Many residents of Dakar and its suburbs – particularly the neighbourhoods of Pikine, Guediawaye and Keur Maseur, which are built on low-lying coastal wetlands – are likely to face flooding this year. These neighbourhoods were built up in the 1970s, and their populations have since exploded. High water tables, inadequate drainage systems and over-population mean that even small amounts of rain can flood entire neighbourhoods.

According to Ndeye Diallo, who has a house in Keur Maseur, the homes of many families living there are still flooded from the 2012 rains. “The rains never receded,” she said.

Ndeye Touré, 47, who lives in Pikine, one of the worst-hit areas, said she and her neighbours have been promised help, but it never arrives. “For more than three months, we must live with water in our homes and the streets. Sometimes it comes up to your knees. The floods destroy our homes. Every year, the authorities promise to build us a canal to drain the water, but so far nothing has been done.”

Action Taken
The Senegalese government has undertaken several flood action plans over the years. Following heavy flooding in 2005, it implemented Plan Jaxaay, which re-housed 1.700 flood-hit families, according to the government’s website.
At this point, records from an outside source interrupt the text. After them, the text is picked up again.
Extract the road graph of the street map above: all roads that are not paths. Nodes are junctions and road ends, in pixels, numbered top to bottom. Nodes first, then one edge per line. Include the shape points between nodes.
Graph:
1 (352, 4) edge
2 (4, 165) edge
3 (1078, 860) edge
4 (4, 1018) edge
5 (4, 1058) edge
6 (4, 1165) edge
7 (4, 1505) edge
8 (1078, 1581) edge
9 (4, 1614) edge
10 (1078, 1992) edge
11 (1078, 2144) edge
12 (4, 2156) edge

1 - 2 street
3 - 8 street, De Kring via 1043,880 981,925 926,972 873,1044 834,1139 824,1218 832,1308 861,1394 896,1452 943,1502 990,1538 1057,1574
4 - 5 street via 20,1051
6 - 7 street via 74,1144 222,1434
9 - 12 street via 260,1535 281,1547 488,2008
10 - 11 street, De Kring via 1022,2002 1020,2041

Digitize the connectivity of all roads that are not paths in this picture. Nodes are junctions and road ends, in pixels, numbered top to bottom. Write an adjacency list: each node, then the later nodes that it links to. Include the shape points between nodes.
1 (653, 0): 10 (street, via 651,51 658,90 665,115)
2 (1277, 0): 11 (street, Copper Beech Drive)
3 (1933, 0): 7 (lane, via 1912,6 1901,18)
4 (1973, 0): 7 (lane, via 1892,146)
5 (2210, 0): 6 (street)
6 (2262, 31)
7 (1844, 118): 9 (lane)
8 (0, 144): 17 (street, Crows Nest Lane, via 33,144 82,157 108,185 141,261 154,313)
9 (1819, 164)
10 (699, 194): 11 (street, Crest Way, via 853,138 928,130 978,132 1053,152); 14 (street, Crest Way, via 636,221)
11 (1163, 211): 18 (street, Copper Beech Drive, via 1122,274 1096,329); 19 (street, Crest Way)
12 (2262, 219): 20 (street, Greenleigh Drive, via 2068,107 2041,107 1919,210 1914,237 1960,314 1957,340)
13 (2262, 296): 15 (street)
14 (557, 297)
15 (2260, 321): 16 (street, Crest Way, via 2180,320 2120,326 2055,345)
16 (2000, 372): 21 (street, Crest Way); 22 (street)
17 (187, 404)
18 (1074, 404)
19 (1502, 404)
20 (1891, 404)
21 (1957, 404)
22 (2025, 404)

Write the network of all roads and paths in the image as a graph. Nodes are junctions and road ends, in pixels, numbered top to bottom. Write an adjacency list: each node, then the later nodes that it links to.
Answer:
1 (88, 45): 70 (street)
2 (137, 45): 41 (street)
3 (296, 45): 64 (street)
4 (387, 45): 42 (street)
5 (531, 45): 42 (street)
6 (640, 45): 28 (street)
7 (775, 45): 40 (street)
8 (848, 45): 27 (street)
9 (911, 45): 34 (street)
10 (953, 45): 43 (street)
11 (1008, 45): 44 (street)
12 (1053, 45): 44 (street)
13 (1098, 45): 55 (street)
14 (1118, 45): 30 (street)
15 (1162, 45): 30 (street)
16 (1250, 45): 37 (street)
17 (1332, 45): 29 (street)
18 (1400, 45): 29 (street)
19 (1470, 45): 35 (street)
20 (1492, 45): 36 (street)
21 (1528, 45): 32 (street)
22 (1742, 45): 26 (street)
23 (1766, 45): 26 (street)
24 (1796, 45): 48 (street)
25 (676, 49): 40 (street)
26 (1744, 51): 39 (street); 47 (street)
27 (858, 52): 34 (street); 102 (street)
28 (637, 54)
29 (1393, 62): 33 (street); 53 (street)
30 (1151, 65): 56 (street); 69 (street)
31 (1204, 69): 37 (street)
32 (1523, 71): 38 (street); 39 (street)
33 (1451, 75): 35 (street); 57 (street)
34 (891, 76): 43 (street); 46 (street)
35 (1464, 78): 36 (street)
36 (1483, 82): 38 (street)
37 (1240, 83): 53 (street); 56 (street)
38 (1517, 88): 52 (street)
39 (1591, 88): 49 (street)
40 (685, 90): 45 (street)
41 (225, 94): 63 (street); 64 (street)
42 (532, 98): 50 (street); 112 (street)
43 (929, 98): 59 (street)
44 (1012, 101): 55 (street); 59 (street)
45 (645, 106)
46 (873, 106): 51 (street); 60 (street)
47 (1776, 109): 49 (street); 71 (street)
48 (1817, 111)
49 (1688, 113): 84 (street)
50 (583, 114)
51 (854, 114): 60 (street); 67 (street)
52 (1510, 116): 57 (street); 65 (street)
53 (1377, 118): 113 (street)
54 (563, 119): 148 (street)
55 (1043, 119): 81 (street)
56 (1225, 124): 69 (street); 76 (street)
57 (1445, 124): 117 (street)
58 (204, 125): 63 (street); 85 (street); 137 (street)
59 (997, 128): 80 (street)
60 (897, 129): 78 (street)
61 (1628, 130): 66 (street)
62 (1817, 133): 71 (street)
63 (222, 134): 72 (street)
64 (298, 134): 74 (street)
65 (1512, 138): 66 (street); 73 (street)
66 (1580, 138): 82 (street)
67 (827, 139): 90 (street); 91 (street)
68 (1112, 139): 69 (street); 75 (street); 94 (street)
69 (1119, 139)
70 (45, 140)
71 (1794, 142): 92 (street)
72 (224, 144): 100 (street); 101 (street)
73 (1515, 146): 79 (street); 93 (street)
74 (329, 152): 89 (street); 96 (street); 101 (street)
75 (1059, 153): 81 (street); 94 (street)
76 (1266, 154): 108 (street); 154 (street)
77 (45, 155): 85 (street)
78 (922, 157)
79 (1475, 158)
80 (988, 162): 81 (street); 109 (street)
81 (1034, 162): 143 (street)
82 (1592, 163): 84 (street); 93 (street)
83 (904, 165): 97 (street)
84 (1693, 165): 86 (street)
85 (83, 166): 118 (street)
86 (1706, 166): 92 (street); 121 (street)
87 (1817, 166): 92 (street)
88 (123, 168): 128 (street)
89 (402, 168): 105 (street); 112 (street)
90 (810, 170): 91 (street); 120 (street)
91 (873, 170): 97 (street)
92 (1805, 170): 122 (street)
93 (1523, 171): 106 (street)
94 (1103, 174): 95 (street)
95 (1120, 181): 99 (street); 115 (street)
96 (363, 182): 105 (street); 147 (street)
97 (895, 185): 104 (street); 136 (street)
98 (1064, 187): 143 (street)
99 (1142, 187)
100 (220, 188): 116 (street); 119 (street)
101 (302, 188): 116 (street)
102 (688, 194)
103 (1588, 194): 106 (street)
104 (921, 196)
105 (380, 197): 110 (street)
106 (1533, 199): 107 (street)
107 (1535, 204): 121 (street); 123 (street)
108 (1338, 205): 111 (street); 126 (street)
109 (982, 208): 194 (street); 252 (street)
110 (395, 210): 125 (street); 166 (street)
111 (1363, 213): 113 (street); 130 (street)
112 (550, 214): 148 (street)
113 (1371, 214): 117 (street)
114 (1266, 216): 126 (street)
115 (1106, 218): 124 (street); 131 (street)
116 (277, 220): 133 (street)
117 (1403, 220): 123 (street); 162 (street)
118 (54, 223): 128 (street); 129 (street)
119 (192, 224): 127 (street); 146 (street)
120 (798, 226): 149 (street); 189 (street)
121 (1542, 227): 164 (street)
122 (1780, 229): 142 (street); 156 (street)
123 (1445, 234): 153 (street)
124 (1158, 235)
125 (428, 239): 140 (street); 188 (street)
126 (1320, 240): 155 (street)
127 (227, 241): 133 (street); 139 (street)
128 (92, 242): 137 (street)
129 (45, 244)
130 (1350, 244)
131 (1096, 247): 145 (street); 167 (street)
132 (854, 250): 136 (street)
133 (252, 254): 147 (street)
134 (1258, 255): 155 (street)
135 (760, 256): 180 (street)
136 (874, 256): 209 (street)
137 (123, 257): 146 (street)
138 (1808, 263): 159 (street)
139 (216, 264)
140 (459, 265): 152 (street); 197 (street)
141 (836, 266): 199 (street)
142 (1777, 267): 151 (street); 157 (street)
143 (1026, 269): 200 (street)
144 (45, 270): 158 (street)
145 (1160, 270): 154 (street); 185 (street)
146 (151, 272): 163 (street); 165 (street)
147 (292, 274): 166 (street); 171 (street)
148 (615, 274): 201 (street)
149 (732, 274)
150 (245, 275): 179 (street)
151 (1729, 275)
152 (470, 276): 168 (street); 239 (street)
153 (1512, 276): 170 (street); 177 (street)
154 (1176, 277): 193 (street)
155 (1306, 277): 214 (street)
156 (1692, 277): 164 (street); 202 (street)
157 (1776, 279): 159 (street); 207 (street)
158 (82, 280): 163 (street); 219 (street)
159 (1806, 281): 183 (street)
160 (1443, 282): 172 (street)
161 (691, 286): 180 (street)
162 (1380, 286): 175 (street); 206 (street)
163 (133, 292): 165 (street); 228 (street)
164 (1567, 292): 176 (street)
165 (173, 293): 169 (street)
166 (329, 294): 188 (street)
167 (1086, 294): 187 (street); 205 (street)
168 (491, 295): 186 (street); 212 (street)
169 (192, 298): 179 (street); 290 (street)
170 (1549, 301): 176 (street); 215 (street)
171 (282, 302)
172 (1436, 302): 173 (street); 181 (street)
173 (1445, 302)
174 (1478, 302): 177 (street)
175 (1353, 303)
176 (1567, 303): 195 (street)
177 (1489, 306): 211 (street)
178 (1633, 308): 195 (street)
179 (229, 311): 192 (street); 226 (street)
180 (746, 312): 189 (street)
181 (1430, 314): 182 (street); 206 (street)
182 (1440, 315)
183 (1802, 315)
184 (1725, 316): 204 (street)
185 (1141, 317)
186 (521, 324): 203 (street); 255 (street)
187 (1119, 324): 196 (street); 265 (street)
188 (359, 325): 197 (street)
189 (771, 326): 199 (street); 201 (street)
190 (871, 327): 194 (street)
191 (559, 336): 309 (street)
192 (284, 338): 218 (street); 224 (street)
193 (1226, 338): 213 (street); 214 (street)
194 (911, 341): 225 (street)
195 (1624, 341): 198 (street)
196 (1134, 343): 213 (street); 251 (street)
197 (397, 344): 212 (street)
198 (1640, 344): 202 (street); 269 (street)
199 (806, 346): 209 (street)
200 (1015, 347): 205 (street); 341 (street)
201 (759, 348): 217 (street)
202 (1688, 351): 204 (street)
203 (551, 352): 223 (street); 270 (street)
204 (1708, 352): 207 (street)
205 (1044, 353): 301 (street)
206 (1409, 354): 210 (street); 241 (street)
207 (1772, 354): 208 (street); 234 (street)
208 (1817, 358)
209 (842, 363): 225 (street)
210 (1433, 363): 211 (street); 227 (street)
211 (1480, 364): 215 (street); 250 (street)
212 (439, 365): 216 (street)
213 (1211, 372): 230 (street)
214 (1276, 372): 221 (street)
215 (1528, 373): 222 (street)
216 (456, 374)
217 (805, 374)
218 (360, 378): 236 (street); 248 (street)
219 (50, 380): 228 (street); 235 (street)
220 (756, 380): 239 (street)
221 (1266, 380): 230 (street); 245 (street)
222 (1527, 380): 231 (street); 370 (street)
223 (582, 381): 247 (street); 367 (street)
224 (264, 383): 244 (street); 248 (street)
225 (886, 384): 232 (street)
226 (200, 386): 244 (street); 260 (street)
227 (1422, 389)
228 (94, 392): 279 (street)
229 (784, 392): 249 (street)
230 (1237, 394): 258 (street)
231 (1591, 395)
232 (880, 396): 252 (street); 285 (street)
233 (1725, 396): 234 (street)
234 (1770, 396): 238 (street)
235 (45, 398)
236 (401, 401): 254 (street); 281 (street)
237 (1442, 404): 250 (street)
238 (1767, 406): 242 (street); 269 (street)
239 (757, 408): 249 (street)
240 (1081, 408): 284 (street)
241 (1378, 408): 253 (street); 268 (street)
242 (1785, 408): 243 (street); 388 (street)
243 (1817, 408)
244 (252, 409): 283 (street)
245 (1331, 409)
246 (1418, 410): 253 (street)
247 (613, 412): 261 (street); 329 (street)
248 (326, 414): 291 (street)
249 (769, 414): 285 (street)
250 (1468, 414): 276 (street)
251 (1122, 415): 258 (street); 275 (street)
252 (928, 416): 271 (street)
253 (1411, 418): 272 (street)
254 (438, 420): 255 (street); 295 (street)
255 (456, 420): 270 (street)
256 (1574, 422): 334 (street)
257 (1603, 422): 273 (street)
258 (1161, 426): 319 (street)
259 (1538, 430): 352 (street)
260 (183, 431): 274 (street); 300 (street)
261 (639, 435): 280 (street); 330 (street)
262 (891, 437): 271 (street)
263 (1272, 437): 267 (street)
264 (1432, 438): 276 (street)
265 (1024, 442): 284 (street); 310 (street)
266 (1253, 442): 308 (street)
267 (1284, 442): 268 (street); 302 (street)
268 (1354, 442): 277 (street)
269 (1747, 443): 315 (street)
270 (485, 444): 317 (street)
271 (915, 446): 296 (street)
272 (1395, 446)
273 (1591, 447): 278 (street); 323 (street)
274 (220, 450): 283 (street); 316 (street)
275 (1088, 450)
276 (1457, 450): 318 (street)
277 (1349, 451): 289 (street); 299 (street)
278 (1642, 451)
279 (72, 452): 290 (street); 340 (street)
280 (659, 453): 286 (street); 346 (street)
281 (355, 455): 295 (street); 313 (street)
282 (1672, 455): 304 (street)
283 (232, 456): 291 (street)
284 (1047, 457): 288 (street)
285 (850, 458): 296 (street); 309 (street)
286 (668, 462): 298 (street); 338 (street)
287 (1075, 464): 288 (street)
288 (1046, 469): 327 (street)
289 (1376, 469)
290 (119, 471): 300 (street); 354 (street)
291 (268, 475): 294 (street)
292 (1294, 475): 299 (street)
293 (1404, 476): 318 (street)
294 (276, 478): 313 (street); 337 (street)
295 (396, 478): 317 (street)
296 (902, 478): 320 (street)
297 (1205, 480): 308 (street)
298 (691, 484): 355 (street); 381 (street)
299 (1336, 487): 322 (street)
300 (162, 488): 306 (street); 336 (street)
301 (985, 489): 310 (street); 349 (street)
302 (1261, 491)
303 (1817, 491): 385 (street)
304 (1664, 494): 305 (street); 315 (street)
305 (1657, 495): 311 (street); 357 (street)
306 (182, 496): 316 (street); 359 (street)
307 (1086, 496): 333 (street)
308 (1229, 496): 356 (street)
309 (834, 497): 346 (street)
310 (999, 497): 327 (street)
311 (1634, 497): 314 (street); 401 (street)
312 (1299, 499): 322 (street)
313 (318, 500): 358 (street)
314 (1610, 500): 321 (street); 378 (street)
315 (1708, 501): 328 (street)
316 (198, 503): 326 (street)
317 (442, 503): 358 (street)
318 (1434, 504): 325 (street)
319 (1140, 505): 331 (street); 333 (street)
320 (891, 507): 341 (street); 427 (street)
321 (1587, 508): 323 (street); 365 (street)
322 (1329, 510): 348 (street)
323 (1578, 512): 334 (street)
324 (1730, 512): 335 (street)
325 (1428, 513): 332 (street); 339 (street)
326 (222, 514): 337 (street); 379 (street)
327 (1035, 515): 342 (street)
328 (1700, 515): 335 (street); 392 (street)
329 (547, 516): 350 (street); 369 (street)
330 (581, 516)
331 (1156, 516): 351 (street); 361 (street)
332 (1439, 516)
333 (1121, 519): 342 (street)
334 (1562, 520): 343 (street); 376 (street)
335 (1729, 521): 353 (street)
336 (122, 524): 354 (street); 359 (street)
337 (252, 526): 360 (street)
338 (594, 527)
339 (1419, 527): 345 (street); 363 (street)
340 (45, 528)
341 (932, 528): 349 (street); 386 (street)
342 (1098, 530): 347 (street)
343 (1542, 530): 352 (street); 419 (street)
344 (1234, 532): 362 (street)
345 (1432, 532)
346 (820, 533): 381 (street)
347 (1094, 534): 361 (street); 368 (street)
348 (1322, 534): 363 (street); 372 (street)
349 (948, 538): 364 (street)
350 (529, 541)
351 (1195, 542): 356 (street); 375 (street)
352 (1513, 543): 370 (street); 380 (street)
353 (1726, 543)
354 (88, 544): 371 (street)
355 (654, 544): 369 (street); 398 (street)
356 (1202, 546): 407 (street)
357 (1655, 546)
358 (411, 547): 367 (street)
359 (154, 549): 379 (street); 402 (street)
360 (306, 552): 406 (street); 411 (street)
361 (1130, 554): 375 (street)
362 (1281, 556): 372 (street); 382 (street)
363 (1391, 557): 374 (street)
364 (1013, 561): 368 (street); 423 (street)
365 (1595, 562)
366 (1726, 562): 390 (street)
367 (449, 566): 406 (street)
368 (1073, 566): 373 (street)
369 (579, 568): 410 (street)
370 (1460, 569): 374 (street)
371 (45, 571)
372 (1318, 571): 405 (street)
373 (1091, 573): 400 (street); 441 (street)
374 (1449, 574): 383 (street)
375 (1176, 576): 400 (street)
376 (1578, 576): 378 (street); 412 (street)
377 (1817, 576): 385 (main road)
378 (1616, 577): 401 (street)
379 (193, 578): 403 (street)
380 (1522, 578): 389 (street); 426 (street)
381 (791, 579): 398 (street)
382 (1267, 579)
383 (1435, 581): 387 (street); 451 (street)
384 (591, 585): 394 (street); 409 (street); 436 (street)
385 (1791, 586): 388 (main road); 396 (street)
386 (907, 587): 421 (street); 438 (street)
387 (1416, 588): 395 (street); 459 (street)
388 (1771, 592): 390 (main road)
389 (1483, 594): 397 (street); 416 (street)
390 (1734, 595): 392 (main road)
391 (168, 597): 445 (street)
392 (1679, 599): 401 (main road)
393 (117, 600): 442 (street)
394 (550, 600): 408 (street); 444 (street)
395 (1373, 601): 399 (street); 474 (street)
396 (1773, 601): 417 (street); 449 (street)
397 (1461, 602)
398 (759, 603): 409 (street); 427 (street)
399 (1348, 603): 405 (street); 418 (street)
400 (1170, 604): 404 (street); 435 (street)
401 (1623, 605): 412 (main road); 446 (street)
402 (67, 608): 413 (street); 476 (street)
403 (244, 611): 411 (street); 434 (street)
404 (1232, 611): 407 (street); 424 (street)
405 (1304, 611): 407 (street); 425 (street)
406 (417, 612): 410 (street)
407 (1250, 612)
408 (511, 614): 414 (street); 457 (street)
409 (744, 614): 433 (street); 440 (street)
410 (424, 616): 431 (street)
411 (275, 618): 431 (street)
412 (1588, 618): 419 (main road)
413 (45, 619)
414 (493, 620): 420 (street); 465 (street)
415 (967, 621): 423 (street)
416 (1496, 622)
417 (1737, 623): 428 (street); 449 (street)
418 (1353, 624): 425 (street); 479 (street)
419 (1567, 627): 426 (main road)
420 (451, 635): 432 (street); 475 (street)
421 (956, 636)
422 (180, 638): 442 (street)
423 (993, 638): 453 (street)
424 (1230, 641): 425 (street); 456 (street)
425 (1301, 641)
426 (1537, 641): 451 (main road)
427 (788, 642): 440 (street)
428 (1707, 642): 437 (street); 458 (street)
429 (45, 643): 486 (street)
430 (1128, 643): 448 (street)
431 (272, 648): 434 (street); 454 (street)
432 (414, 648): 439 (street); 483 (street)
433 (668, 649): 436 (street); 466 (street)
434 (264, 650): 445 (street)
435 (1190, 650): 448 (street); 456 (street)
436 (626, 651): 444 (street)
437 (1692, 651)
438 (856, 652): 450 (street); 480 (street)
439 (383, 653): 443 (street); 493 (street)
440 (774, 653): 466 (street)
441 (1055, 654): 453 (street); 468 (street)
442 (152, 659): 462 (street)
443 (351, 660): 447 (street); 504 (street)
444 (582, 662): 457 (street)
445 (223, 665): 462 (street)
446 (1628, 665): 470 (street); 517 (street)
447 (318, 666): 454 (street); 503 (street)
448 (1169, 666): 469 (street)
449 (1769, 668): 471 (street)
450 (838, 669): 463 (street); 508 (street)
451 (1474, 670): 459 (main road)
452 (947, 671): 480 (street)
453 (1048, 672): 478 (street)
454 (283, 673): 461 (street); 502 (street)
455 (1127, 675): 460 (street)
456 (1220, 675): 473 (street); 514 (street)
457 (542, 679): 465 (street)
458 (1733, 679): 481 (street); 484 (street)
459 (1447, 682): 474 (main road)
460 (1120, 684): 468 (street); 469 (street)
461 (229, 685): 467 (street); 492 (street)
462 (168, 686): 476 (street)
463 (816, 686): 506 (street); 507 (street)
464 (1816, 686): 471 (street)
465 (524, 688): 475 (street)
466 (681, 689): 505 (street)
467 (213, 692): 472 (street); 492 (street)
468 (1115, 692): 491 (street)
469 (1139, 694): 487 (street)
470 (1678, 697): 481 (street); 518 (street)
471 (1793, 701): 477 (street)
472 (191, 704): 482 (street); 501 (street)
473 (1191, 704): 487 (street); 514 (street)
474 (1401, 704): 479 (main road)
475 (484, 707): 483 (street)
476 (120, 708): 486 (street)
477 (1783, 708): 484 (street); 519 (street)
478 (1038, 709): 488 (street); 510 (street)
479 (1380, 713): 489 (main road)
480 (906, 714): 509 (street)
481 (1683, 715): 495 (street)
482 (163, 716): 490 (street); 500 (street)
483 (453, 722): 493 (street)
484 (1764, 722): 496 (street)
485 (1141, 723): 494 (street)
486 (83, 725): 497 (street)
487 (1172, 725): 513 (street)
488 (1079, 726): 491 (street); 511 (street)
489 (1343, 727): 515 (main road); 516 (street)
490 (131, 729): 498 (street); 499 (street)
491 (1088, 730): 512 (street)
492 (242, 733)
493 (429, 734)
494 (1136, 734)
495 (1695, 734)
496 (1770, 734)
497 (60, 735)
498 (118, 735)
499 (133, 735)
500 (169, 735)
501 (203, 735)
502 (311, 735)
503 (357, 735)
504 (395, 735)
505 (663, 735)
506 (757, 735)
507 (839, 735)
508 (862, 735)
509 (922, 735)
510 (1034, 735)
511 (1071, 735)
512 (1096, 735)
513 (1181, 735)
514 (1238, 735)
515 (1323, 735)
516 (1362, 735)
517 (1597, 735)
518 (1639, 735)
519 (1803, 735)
Four reservoirs were built in the suburbs to try to drain water from the area, and four more were planned by the Ministry of Urban Planning for Dakar. But residents of Pikine, the site of one of the reservoirs, said while it has lessened the impact of the flooding, it overflows every year, and because canals are blocked, flood-water cannot even reach it.

Clearing drainage systems has been the priority of the September 2012 urban development plan, known as the Rainwater Management and Adaption to Climate Change Project (PROGEP), which was launched in partnership the World Bank. Under this ambitious project, the government says it will invest 1,4 billion dollars over the course of 10 years in flood management projects, with 132 million allocated for 2013.

Amadou Fall Diop, director of the Project for Social Housing and the Fight Against Slums in the recently created Ministry of Restructuring and Management of Flood Zones, said that since September 2012, they have been focusing on short-term flood preparation, including clearing draining systems, ensuring pumping stations are working, and moving some families. They will engage in several long-term projects, including building more reservoirs and canals, over coming years, he said.

“We are doing as much as we can given our resources, and so we are asking the people that are impatient – that have reason to be impatient – to trust that we will find a solution to these floods,” he said. “Our plans are now underway.”